[Given information Boundary: Start]

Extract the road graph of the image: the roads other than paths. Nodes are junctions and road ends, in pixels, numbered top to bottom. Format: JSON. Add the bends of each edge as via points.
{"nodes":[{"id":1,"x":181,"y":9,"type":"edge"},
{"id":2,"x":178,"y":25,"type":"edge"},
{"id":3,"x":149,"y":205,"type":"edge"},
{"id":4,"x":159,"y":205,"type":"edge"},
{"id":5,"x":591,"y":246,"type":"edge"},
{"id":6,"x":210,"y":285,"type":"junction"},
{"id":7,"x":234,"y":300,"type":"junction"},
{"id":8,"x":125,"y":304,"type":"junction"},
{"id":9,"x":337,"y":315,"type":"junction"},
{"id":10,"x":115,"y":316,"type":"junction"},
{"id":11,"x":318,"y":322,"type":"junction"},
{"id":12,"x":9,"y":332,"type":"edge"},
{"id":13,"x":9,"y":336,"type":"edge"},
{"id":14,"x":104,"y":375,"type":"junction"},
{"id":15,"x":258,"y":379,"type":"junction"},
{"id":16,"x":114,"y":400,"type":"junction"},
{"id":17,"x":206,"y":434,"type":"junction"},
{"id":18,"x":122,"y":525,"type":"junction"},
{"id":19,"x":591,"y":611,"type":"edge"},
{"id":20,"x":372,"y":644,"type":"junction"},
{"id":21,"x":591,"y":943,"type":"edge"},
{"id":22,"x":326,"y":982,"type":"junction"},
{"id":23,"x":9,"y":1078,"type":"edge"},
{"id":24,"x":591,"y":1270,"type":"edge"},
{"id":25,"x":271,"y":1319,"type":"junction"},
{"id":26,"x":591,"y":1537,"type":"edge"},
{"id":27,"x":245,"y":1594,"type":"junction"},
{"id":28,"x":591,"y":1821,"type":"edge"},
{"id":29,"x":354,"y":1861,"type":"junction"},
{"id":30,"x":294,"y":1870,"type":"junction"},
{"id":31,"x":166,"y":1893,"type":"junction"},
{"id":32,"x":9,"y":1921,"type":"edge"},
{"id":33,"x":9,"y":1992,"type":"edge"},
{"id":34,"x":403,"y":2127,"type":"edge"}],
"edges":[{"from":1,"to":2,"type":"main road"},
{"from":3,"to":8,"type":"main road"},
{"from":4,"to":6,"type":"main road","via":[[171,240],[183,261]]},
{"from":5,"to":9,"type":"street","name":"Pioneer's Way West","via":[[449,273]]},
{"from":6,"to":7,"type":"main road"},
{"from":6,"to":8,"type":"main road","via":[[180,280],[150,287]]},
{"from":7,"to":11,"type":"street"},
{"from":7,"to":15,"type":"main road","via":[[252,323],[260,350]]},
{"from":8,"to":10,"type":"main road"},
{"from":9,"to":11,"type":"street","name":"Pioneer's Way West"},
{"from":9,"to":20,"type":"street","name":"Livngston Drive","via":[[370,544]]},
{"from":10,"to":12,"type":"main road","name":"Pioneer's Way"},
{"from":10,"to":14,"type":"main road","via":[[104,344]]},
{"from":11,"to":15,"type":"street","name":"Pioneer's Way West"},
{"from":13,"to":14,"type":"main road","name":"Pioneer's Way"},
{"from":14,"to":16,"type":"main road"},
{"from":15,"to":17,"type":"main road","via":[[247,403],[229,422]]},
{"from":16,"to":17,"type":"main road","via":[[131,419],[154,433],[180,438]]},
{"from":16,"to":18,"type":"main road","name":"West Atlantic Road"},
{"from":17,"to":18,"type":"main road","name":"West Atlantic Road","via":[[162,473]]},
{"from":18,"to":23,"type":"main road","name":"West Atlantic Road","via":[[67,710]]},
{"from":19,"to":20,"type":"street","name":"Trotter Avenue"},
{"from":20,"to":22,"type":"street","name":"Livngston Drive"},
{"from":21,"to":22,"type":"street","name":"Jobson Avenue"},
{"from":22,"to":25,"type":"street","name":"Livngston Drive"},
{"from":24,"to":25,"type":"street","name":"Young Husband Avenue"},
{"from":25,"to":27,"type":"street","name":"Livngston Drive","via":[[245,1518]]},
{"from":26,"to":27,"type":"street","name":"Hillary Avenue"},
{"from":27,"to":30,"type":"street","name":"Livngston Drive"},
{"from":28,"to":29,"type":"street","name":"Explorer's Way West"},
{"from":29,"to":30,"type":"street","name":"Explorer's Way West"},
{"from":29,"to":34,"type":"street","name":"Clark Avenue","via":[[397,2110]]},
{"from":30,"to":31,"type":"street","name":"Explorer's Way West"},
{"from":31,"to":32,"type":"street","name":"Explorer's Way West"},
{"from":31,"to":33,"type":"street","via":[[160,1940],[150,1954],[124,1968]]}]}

[Given information Boundary: End]

• _What you should do_
Reproduce the full set of records precisely.

• _Written response_
Extract the road graph of the image: the roads other than paths. Nodes are junctions and road ends, in pixels, numbered top to bottom. Format: JSON. Add the bends of each edge as via points.
{"nodes":[{"id":1,"x":181,"y":9,"type":"edge"},
{"id":2,"x":178,"y":25,"type":"edge"},
{"id":3,"x":149,"y":205,"type":"edge"},
{"id":4,"x":159,"y":205,"type":"edge"},
{"id":5,"x":591,"y":246,"type":"edge"},
{"id":6,"x":210,"y":285,"type":"junction"},
{"id":7,"x":234,"y":300,"type":"junction"},
{"id":8,"x":125,"y":304,"type":"junction"},
{"id":9,"x":337,"y":315,"type":"junction"},
{"id":10,"x":115,"y":316,"type":"junction"},
{"id":11,"x":318,"y":322,"type":"junction"},
{"id":12,"x":9,"y":332,"type":"edge"},
{"id":13,"x":9,"y":336,"type":"edge"},
{"id":14,"x":104,"y":375,"type":"junction"},
{"id":15,"x":258,"y":379,"type":"junction"},
{"id":16,"x":114,"y":400,"type":"junction"},
{"id":17,"x":206,"y":434,"type":"junction"},
{"id":18,"x":122,"y":525,"type":"junction"},
{"id":19,"x":591,"y":611,"type":"edge"},
{"id":20,"x":372,"y":644,"type":"junction"},
{"id":21,"x":591,"y":943,"type":"edge"},
{"id":22,"x":326,"y":982,"type":"junction"},
{"id":23,"x":9,"y":1078,"type":"edge"},
{"id":24,"x":591,"y":1270,"type":"edge"},
{"id":25,"x":271,"y":1319,"type":"junction"},
{"id":26,"x":591,"y":1537,"type":"edge"},
{"id":27,"x":245,"y":1594,"type":"junction"},
{"id":28,"x":591,"y":1821,"type":"edge"},
{"id":29,"x":354,"y":1861,"type":"junction"},
{"id":30,"x":294,"y":1870,"type":"junction"},
{"id":31,"x":166,"y":1893,"type":"junction"},
{"id":32,"x":9,"y":1921,"type":"edge"},
{"id":33,"x":9,"y":1992,"type":"edge"},
{"id":34,"x":403,"y":2127,"type":"edge"}],
"edges":[{"from":1,"to":2,"type":"main road"},
{"from":3,"to":8,"type":"main road"},
{"from":4,"to":6,"type":"main road","via":[[171,240],[183,261]]},
{"from":5,"to":9,"type":"street","name":"Pioneer's Way West","via":[[449,273]]},
{"from":6,"to":7,"type":"main road"},
{"from":6,"to":8,"type":"main road","via":[[180,280],[150,287]]},
{"from":7,"to":11,"type":"street"},
{"from":7,"to":15,"type":"main road","via":[[252,323],[260,350]]},
{"from":8,"to":10,"type":"main road"},
{"from":9,"to":11,"type":"street","name":"Pioneer's Way West"},
{"from":9,"to":20,"type":"street","name":"Livngston Drive","via":[[370,544]]},
{"from":10,"to":12,"type":"main road","name":"Pioneer's Way"},
{"from":10,"to":14,"type":"main road","via":[[104,344]]},
{"from":11,"to":15,"type":"street","name":"Pioneer's Way West"},
{"from":13,"to":14,"type":"main road","name":"Pioneer's Way"},
{"from":14,"to":16,"type":"main road"},
{"from":15,"to":17,"type":"main road","via":[[247,403],[229,422]]},
{"from":16,"to":17,"type":"main road","via":[[131,419],[154,433],[180,438]]},
{"from":16,"to":18,"type":"main road","name":"West Atlantic Road"},
{"from":17,"to":18,"type":"main road","name":"West Atlantic Road","via":[[162,473]]},
{"from":18,"to":23,"type":"main road","name":"West Atlantic Road","via":[[67,710]]},
{"from":19,"to":20,"type":"street","name":"Trotter Avenue"},
{"from":20,"to":22,"type":"street","name":"Livngston Drive"},
{"from":21,"to":22,"type":"street","name":"Jobson Avenue"},
{"from":22,"to":25,"type":"street","name":"Livngston Drive"},
{"from":24,"to":25,"type":"street","name":"Young Husband Avenue"},
{"from":25,"to":27,"type":"street","name":"Livngston Drive","via":[[245,1518]]},
{"from":26,"to":27,"type":"street","name":"Hillary Avenue"},
{"from":27,"to":30,"type":"street","name":"Livngston Drive"},
{"from":28,"to":29,"type":"street","name":"Explorer's Way West"},
{"from":29,"to":30,"type":"street","name":"Explorer's Way West"},
{"from":29,"to":34,"type":"street","name":"Clark Avenue","via":[[397,2110]]},
{"from":30,"to":31,"type":"street","name":"Explorer's Way West"},
{"from":31,"to":32,"type":"street","name":"Explorer's Way West"},
{"from":31,"to":33,"type":"street","via":[[160,1940],[150,1954],[124,1968]]}]}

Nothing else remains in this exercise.